In a new paper published today in the journal Nature Materials, an international team of researchers from various institutes including the University of Glasgow and the University of Exeter in the UK, as well as from the ETH Zurich and the Paul Scherrer Institute in Switzerland, describe how they have created a magnetic system capable of extracting thermal energy on the nanoscale, using the concept of a gear known as a ratchet, and turning magnetic energy into the directed rotation of the magnetization.
The thermal ratchet was realized in a material known as ‘artificial spin ice’, made of an assembly of tiny nanomagnets of Permalloy, a nickel–iron alloy. The individual nanomagnets are just 470 nanometres long (or about 200 times smaller than the diameter of a human hair) and 170 nanometres wide, with only a single magnetic domain; that is, the magnetisation can only point in one of two directions along the long axis of the magnet. After using an external magnetic field to set the magnetisation in a given direction,, the researchers observed that the magnetisation rotated in only one of two possible directions, without an obvious reason why one way should be preferred over the other.
Sebastian Gliga, the lead author of the study and Marie Curie Research Fellow at the University of Glasgow, recalls: “The system we have studied is an artificial spin ice, a class of geometrically frustrated magnetic materials.
“We were surprised to see that the geometry of the interactions can be tailored to achieve an active material that exhibits dynamic chirality and thus acts as a ratchet.” Chirality means that an object looks different to its mirror image, like our left and right hands. Chirality can also occur in motion: the best-known example is the rattleback, a boat-shaped top that prefers to spin in a single direction.
Professor Robert Stamps from the University of Manitoba (previously at the University of Glasgow) pointed out that it is the properties of the edges of the assembly that determine the thermal ratchet behavior. “We suspected from the beginning that the boundaries would strongly affect the magnetic ordering and the dynamics.”
It was this idea and proposal of the geometry from Prof. Stamps that eventually led to the intriguing behaviour measured by researchers.
The mechanism leading to the observed behavior was not obvious, however, and it is only through numerical modeling that the precise role of the edges became clear. According to Professor Gino Hrkac, second author on the report, from University of Exeter and Royal Society Research Fellow, “We tried to understand for quite some time how the system worked before we realized that the edges created an asymmetric energy potential.” This asymmetry is reflected in the distribution of the magnetic field at the boundaries of the nanomagnet array and causes the magnetization to rotate in a preferred direction.
To image the evolution of the magnetic state of the system, the scientists used x-rays and the so-called x-ray magnetic circular dichroic effect. The measurements were carried out at the synchrotron light source Swiss Light Source at the Paul Scherrer Institute in Switzerland and at the Advanced Light Source, Lawrence Berkeley National Laboratory in the United States.

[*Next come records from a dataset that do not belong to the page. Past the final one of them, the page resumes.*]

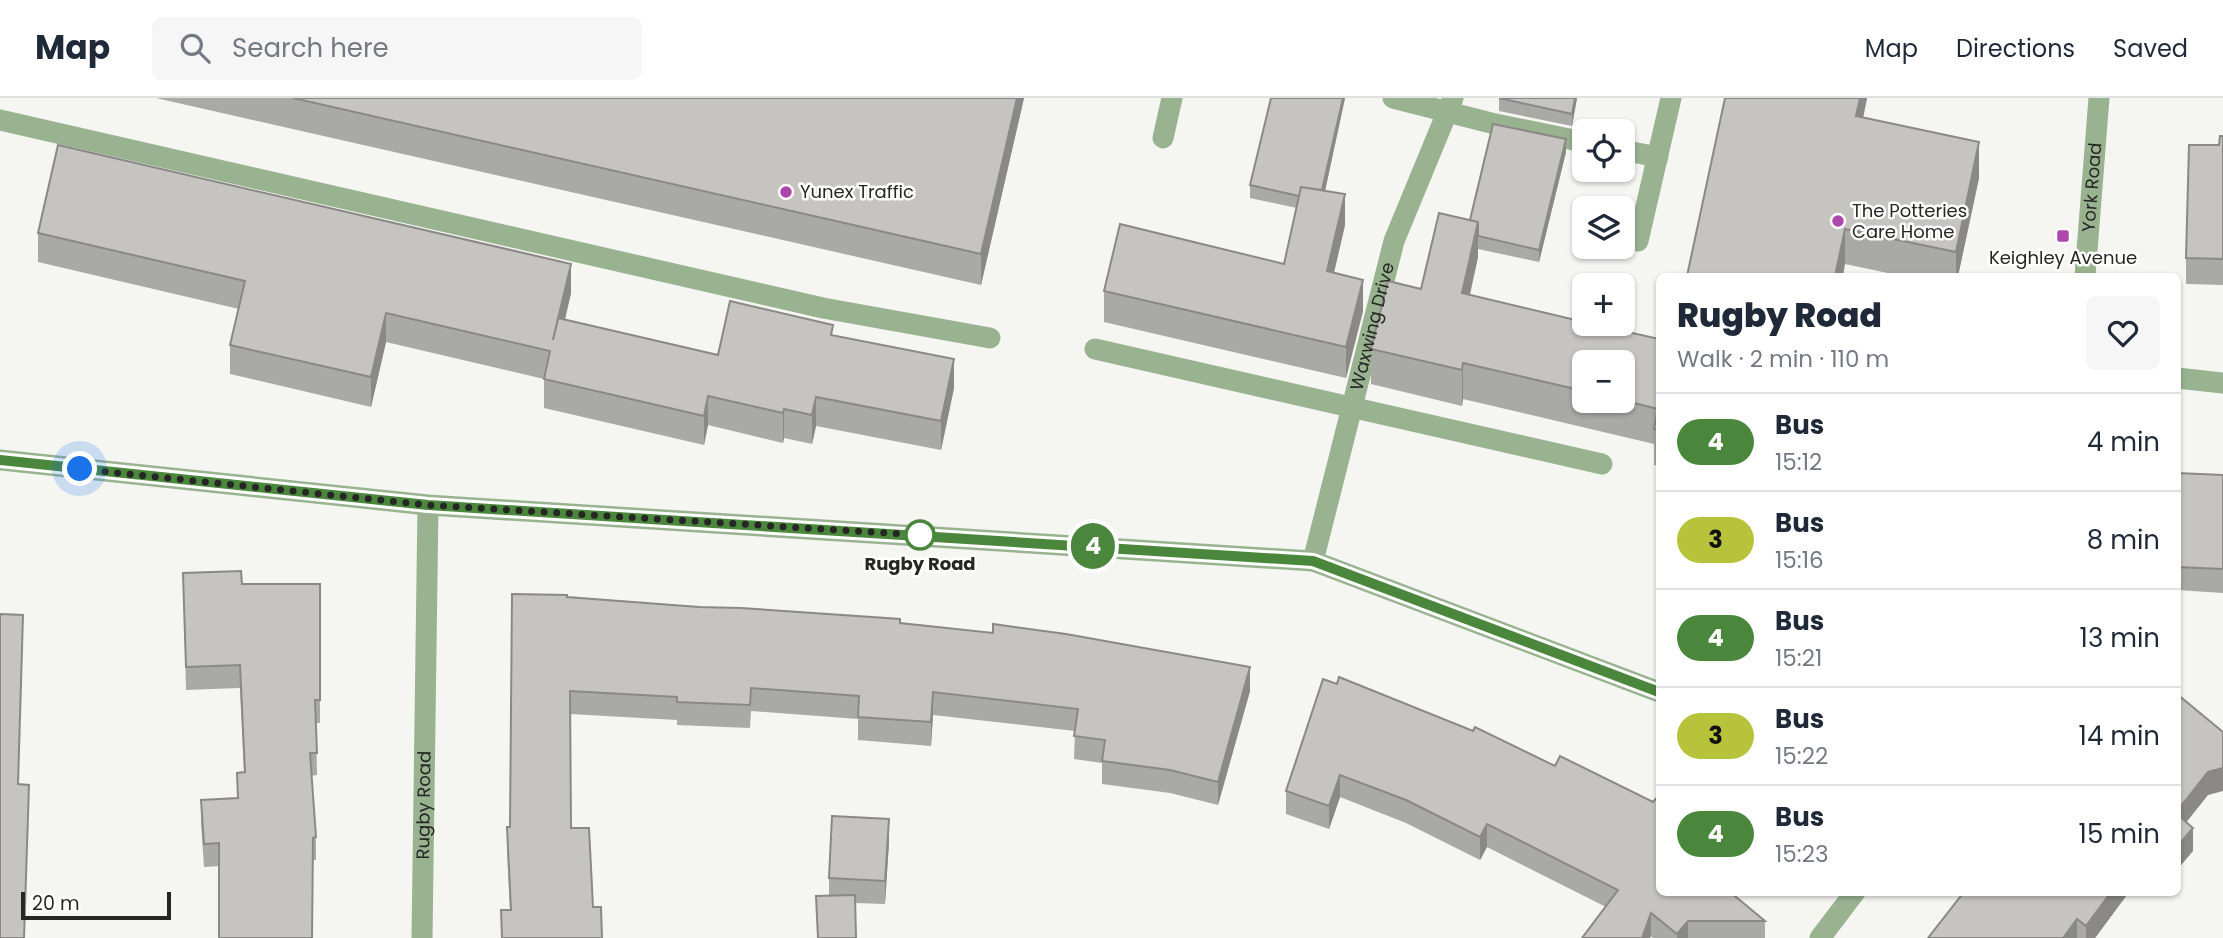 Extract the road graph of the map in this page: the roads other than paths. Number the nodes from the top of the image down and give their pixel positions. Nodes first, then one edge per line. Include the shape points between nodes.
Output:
1 (1172, 98) edge
2 (1393, 98) edge
3 (1671, 98) edge
4 (2099, 98) edge
5 (1450, 104) edge
6 (0, 120) edge
7 (1163, 138) dead end
8 (1572, 140) edge
9 (1635, 153) edge
10 (1658, 157) junction
11 (1638, 241) dead end
12 (2085, 273) edge
13 (990, 338) dead end
14 (1095, 349) dead end
15 (2181, 378) edge
16 (2223, 383) edge
17 (1352, 407) junction
18 (0, 460) edge
19 (1602, 464) dead end
20 (428, 505) junction
21 (1313, 561) junction
22 (1656, 691) edge
23 (1852, 896) edge
24 (422, 938) edge
25 (1820, 938) edge

1 - 7 street
2 - 5 street
3 - 10 street
4 - 12 street, York Road
5 - 8 street via 1491,123
5 - 17 street, Waxwing Drive via 1394,241
6 - 13 street via 809,305
9 - 10 street
10 - 11 street
14 - 17 street
15 - 16 street
17 - 19 street
17 - 21 street, Waxwing Drive
18 - 20 street
20 - 21 street
20 - 24 street, Rugby Road
21 - 22 street
23 - 25 street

According to Professor Laura Heyderman of the ETH Zurich and Paul Scherrer Institute: “Artificial spin ice has mainly been used to answer scientific questions, for example concerning the physics of frustration. This is a nice demonstration of how artificial spin ice can be a functional material and provides a step towards applications.”
These findings establish an unexpected route to transforming magnetic energy into the directed motion of magnetization. The effect now found in the two-dimensional magnetic structures comes with the promise that it will be of practical use in nanoscale devices, such as magnetic nanomotors, actuators, or sensors. Indeed, because angular momentum is conserved and spin is a type of angular momentum, the change in the magnetic moment of the system can in principle induce a physical rotation of the system (through the Einstein–de Haas effect). It may also find applications in magnetic memory where bits could be stored through local heating with laser pulses.
The paper, titled ‘Emergent dynamic chirality in a thermally driven artificial spin ratchet’, is published in Nature Materials. The work was funded by the European Union’s Horizon 2020 research and innovation programme, the Engineering and Physical Sciences Research Council (EPSRC), the Vienna Science and Technology Fund and the Royal Society.